*EXERCISE INPUT*:
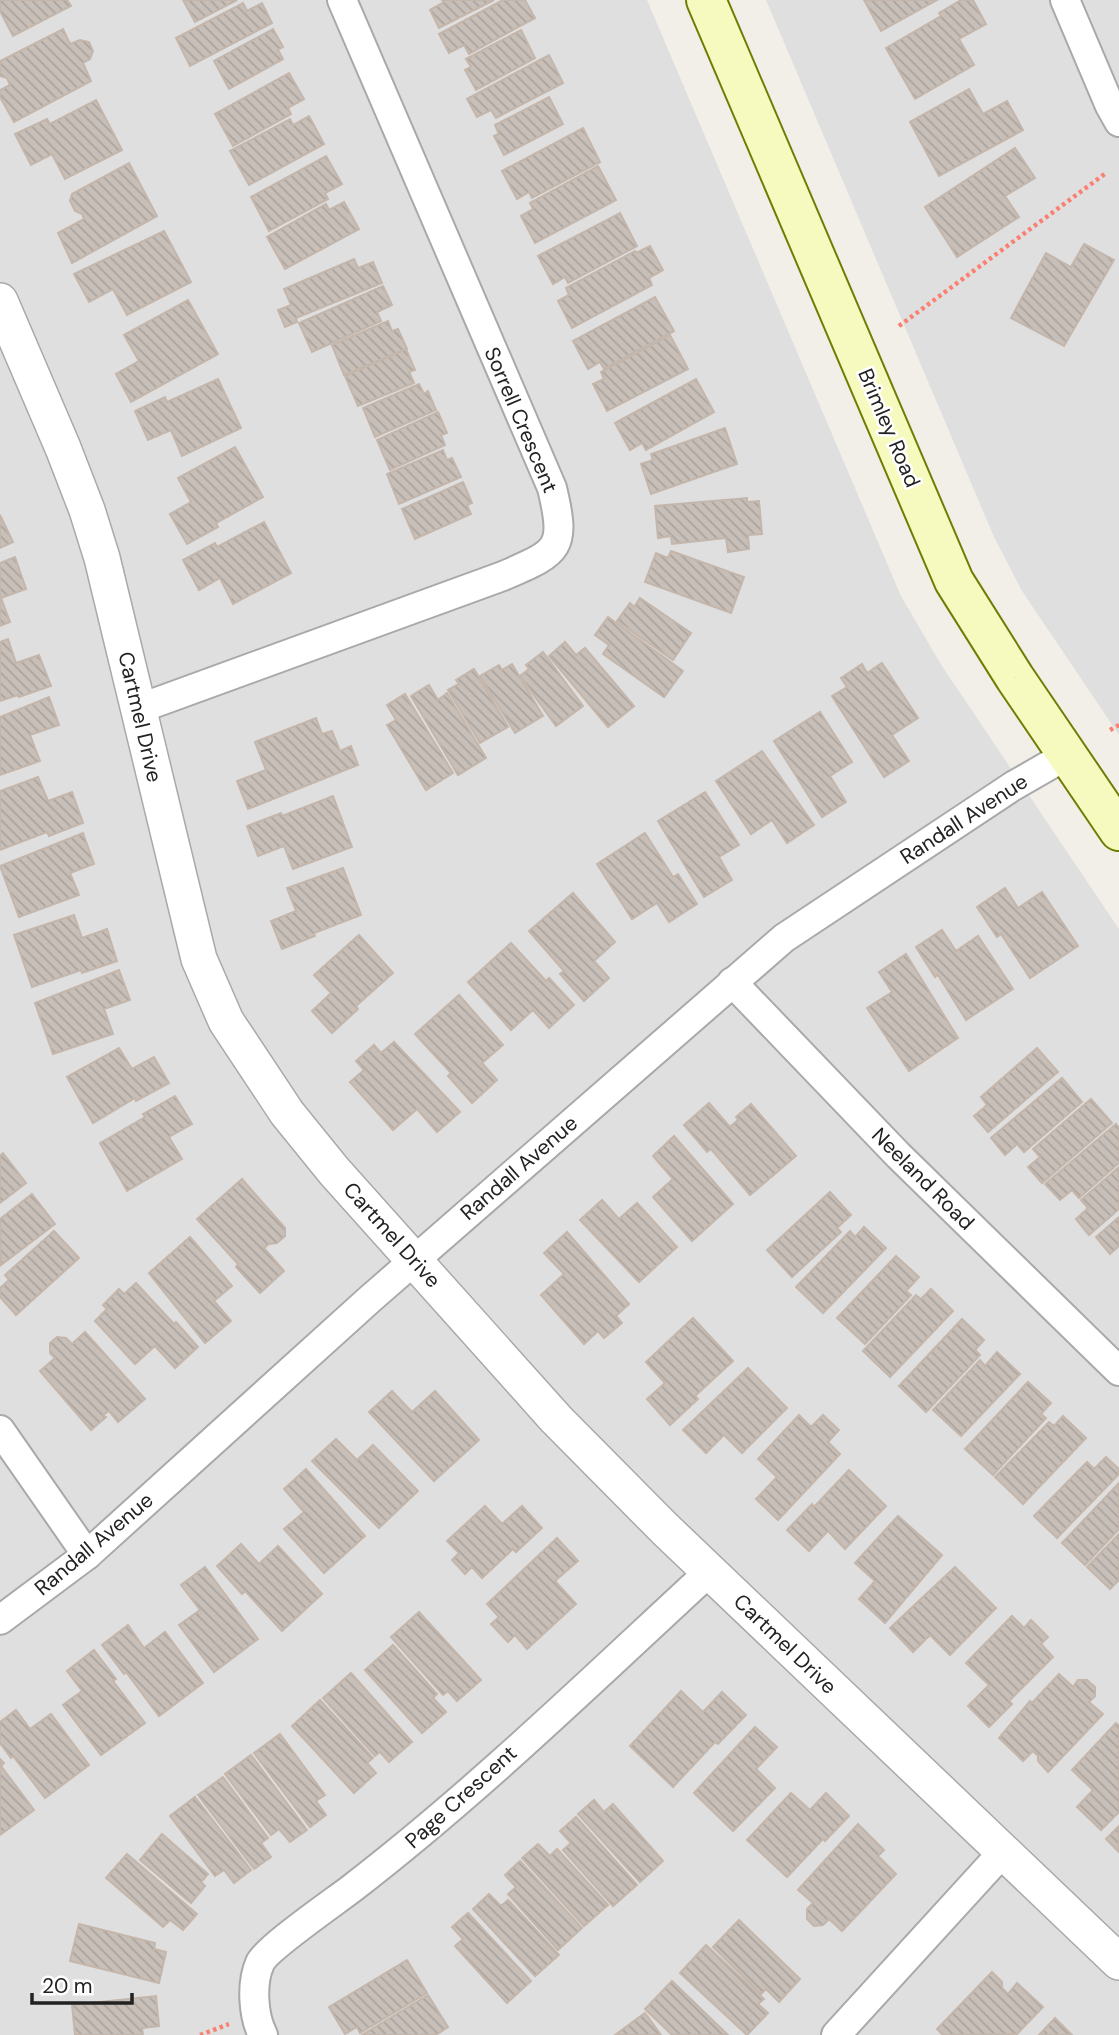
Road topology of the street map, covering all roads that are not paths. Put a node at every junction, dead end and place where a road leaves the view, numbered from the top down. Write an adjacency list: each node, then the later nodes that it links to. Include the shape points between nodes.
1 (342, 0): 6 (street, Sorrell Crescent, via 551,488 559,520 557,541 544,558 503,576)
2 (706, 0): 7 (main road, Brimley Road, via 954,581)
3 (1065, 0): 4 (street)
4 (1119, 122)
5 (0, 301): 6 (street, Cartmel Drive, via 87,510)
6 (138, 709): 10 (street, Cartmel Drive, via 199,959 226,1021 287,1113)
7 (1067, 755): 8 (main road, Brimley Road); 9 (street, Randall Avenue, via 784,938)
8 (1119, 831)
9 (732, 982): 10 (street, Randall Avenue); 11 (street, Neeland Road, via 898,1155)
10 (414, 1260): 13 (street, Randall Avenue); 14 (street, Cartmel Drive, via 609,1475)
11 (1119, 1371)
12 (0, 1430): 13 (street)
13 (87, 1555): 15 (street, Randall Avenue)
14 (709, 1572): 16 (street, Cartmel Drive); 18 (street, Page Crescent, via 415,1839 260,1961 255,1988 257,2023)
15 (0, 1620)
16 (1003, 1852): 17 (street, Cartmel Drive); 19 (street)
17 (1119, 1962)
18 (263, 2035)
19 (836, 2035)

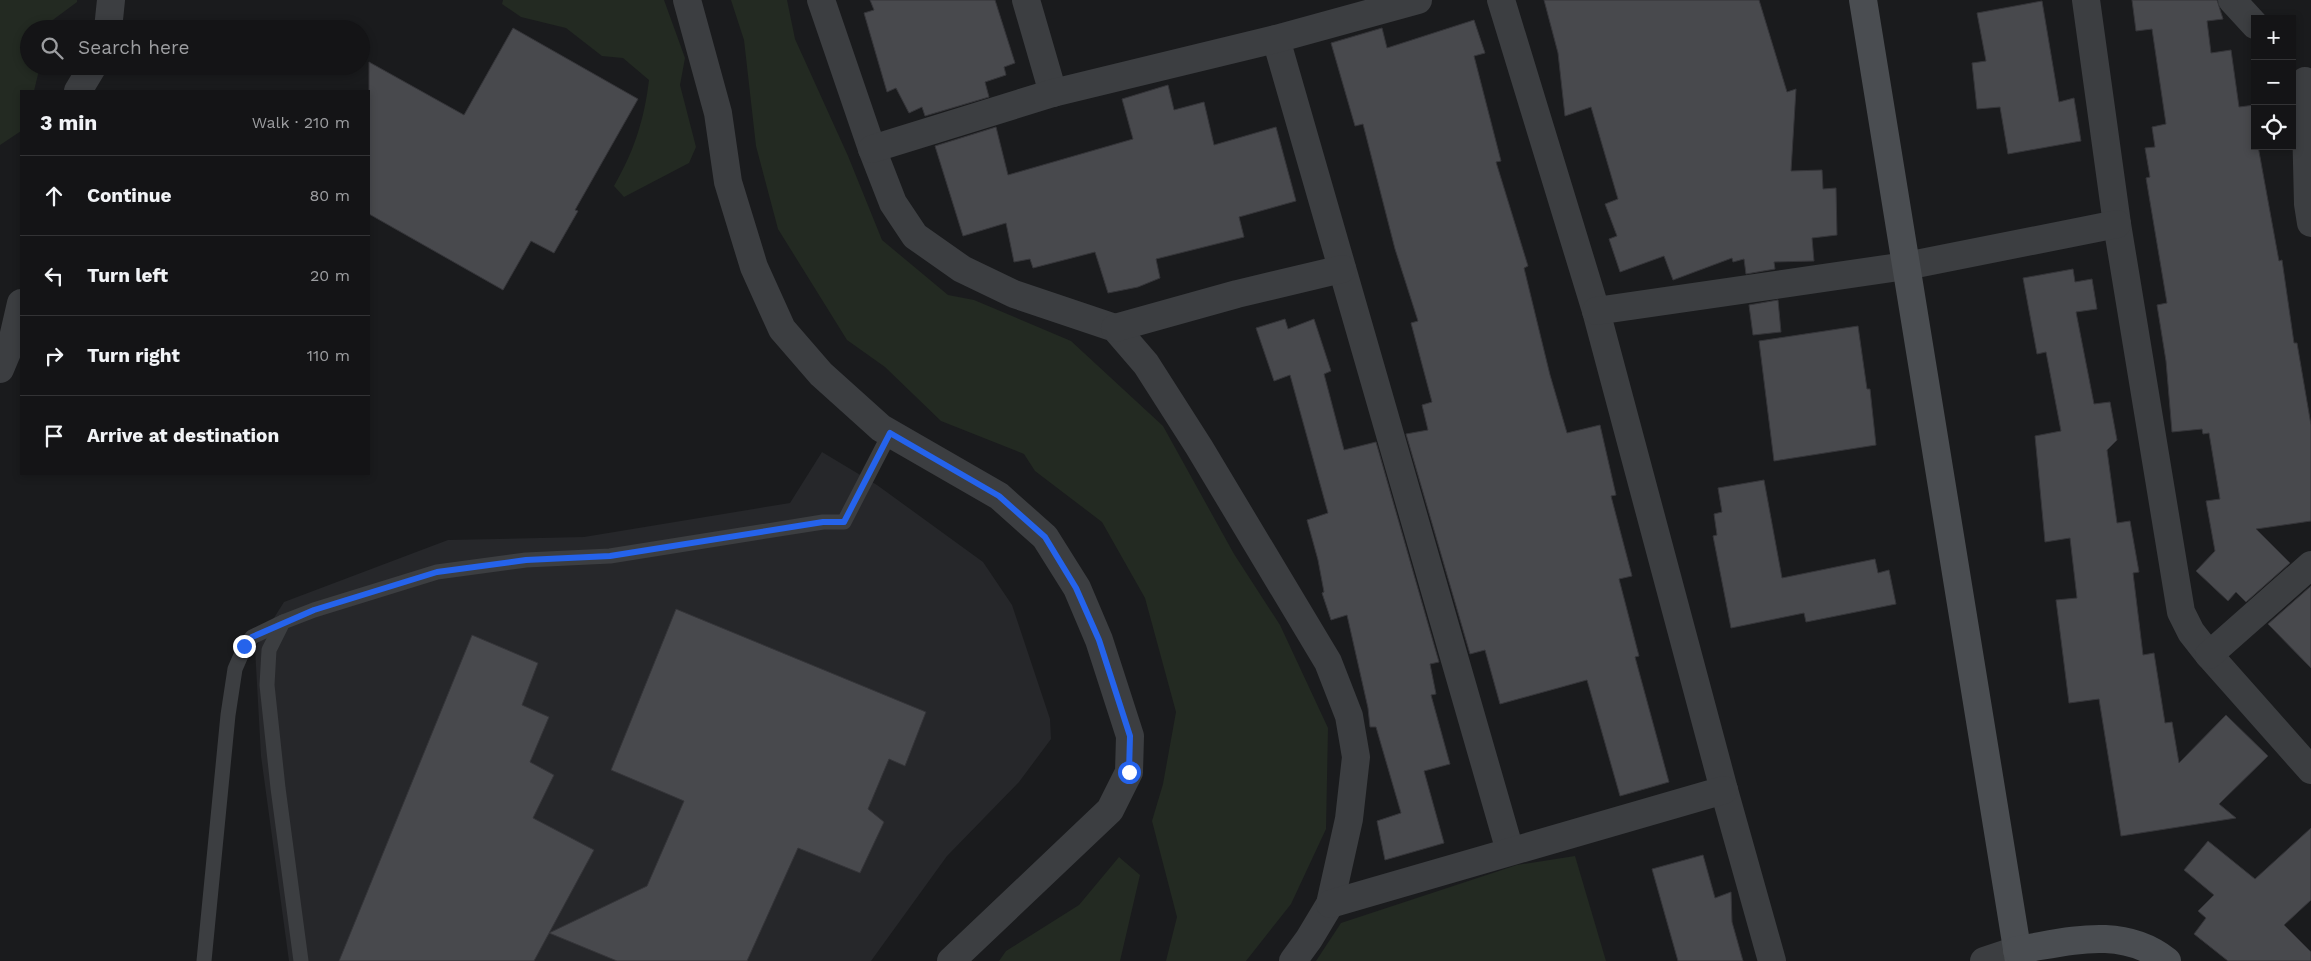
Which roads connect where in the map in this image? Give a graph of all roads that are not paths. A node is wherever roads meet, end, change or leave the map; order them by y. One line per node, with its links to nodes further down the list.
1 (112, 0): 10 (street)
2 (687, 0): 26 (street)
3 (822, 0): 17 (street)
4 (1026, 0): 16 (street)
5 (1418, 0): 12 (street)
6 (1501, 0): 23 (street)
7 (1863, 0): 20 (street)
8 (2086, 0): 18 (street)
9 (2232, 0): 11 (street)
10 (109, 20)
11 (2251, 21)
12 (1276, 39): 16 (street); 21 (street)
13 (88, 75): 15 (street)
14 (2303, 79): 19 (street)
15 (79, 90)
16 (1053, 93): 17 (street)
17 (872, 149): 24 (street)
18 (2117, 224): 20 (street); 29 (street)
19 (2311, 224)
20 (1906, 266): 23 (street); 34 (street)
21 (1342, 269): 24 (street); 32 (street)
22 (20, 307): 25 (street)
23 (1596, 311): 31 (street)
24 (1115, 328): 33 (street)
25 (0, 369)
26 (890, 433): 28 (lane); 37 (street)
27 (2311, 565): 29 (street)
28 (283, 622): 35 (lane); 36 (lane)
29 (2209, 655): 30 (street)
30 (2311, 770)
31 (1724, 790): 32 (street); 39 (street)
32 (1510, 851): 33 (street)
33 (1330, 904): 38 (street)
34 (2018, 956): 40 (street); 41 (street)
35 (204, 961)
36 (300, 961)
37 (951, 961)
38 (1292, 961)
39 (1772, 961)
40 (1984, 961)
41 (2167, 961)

*ACTIVITY*: Word for word, print the material above, but without its pictures.

*ANSWER BOX*:
Road topology of the street map, covering all roads that are not paths. Put a node at every junction, dead end and place where a road leaves the view, numbered from the top down. Write an adjacency list: each node, then the later nodes that it links to. Include the shape points between nodes.
1 (342, 0): 6 (street, Sorrell Crescent, via 551,488 559,520 557,541 544,558 503,576)
2 (706, 0): 7 (main road, Brimley Road, via 954,581)
3 (1065, 0): 4 (street)
4 (1119, 122)
5 (0, 301): 6 (street, Cartmel Drive, via 87,510)
6 (138, 709): 10 (street, Cartmel Drive, via 199,959 226,1021 287,1113)
7 (1067, 755): 8 (main road, Brimley Road); 9 (street, Randall Avenue, via 784,938)
8 (1119, 831)
9 (732, 982): 10 (street, Randall Avenue); 11 (street, Neeland Road, via 898,1155)
10 (414, 1260): 13 (street, Randall Avenue); 14 (street, Cartmel Drive, via 609,1475)
11 (1119, 1371)
12 (0, 1430): 13 (street)
13 (87, 1555): 15 (street, Randall Avenue)
14 (709, 1572): 16 (street, Cartmel Drive); 18 (street, Page Crescent, via 415,1839 260,1961 255,1988 257,2023)
15 (0, 1620)
16 (1003, 1852): 17 (street, Cartmel Drive); 19 (street)
17 (1119, 1962)
18 (263, 2035)
19 (836, 2035)

Which roads connect where in the map in this image? Give a graph of all roads that are not paths. A node is wherever roads meet, end, change or leave the map; order them by y. One line per node, with its links to nodes further down the list.
1 (112, 0): 10 (street)
2 (687, 0): 26 (street)
3 (822, 0): 17 (street)
4 (1026, 0): 16 (street)
5 (1418, 0): 12 (street)
6 (1501, 0): 23 (street)
7 (1863, 0): 20 (street)
8 (2086, 0): 18 (street)
9 (2232, 0): 11 (street)
10 (109, 20)
11 (2251, 21)
12 (1276, 39): 16 (street); 21 (street)
13 (88, 75): 15 (street)
14 (2303, 79): 19 (street)
15 (79, 90)
16 (1053, 93): 17 (street)
17 (872, 149): 24 (street)
18 (2117, 224): 20 (street); 29 (street)
19 (2311, 224)
20 (1906, 266): 23 (street); 34 (street)
21 (1342, 269): 24 (street); 32 (street)
22 (20, 307): 25 (street)
23 (1596, 311): 31 (street)
24 (1115, 328): 33 (street)
25 (0, 369)
26 (890, 433): 28 (lane); 37 (street)
27 (2311, 565): 29 (street)
28 (283, 622): 35 (lane); 36 (lane)
29 (2209, 655): 30 (street)
30 (2311, 770)
31 (1724, 790): 32 (street); 39 (street)
32 (1510, 851): 33 (street)
33 (1330, 904): 38 (street)
34 (2018, 956): 40 (street); 41 (street)
35 (204, 961)
36 (300, 961)
37 (951, 961)
38 (1292, 961)
39 (1772, 961)
40 (1984, 961)
41 (2167, 961)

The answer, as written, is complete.